--- LISTED RECORDS Enclosed Below ---
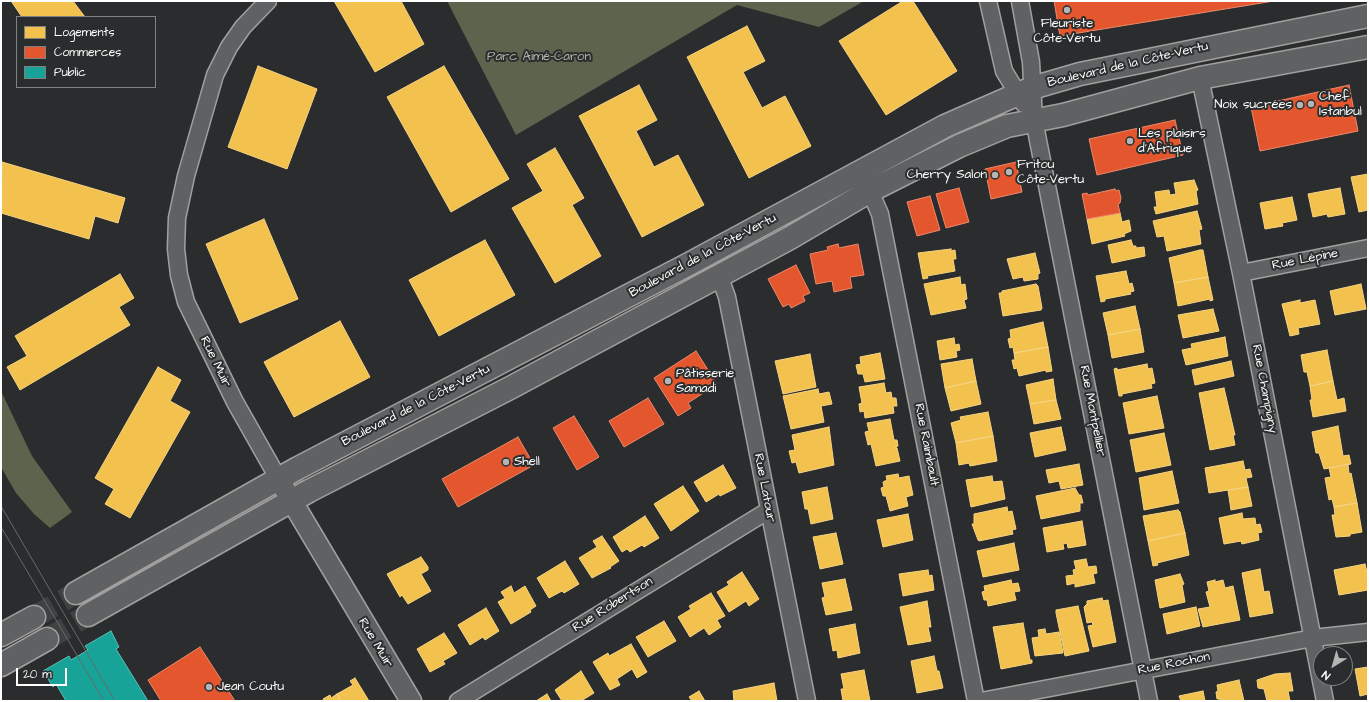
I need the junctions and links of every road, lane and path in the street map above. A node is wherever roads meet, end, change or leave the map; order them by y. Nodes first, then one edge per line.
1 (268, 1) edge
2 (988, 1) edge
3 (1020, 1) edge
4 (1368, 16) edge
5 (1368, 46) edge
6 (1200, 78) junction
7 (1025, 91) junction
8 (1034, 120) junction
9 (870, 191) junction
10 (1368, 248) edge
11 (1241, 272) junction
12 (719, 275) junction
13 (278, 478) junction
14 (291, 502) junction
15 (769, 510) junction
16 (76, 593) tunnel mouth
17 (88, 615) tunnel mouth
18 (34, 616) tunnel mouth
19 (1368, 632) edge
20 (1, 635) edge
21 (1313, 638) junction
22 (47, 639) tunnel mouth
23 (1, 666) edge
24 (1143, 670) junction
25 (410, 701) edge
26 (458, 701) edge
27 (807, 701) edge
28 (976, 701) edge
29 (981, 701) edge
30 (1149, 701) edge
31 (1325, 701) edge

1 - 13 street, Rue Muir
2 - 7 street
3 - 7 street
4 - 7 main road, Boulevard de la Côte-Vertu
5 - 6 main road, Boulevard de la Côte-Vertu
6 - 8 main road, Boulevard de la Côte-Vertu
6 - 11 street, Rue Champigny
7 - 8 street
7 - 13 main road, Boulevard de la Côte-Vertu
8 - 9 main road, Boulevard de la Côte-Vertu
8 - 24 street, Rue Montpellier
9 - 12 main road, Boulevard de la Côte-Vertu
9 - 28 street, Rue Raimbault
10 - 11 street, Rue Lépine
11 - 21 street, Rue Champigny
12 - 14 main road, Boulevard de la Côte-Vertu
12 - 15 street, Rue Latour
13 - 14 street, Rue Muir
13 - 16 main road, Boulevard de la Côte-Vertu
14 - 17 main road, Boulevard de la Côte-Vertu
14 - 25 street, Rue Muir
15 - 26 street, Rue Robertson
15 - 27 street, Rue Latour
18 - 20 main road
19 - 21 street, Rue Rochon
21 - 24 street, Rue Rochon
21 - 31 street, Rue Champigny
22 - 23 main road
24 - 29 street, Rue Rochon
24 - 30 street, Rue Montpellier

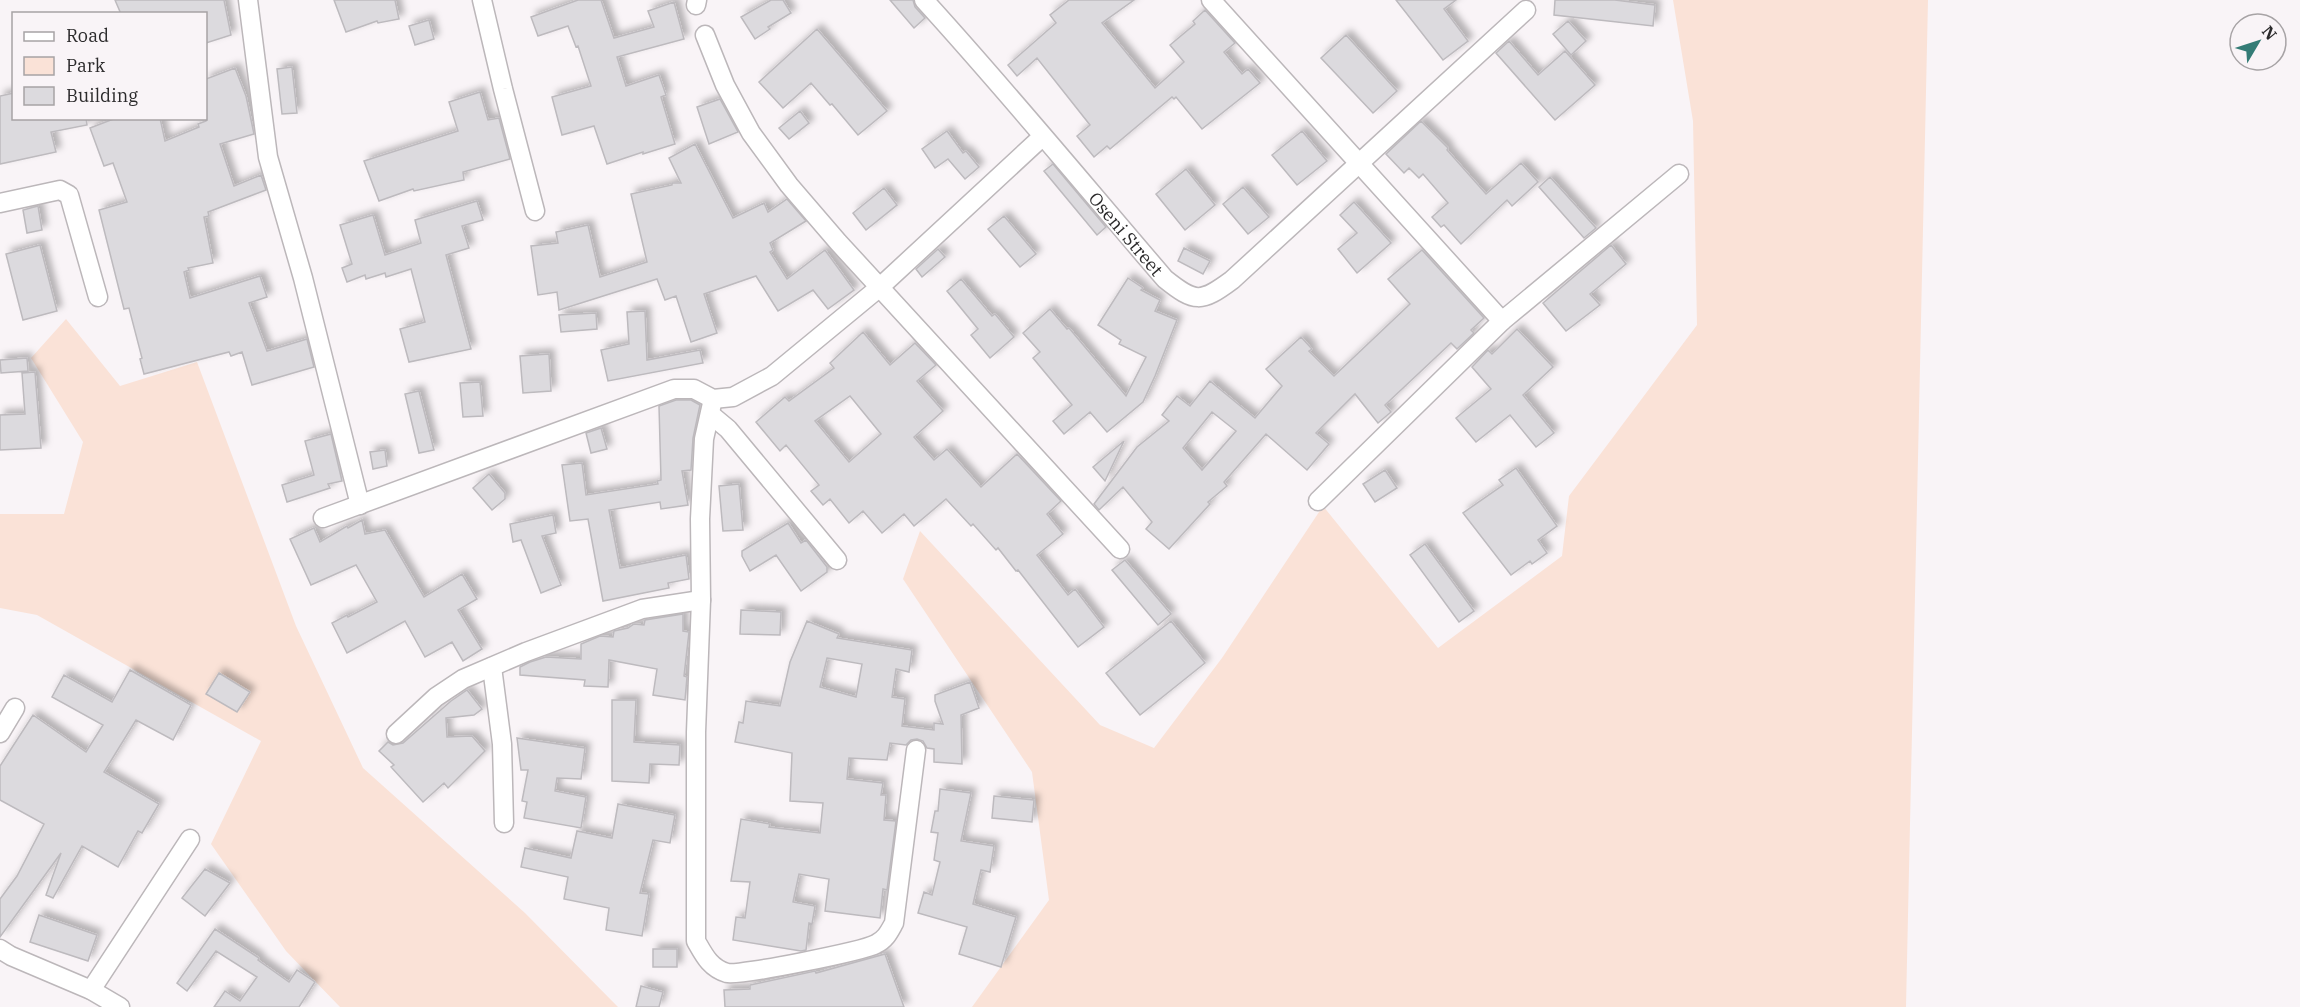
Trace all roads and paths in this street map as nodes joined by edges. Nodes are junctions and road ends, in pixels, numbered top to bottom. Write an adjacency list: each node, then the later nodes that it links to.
--- End of Enclosed LISTED RECORDS ---
--- LISTED RECORDS Enclosed Below ---
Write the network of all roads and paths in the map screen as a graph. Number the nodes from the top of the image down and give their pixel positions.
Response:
--- End of Enclosed LISTED RECORDS ---
▶ [TASK OBJECTIVE]: Copy each line of the data that contains the word "Write".

▶ [SOLUTION TO THIS EXERCISE]:
Trace all roads and paths in this street map as nodes joined by edges. Nodes are junctions and road ends, in pixels, numbered top to bottom. Write an adjacency list: each node, then the later nodes that it links to.
Write the network of all roads and paths in the map screen as a graph. Number the nodes from the top of the image down and give their pixel positions.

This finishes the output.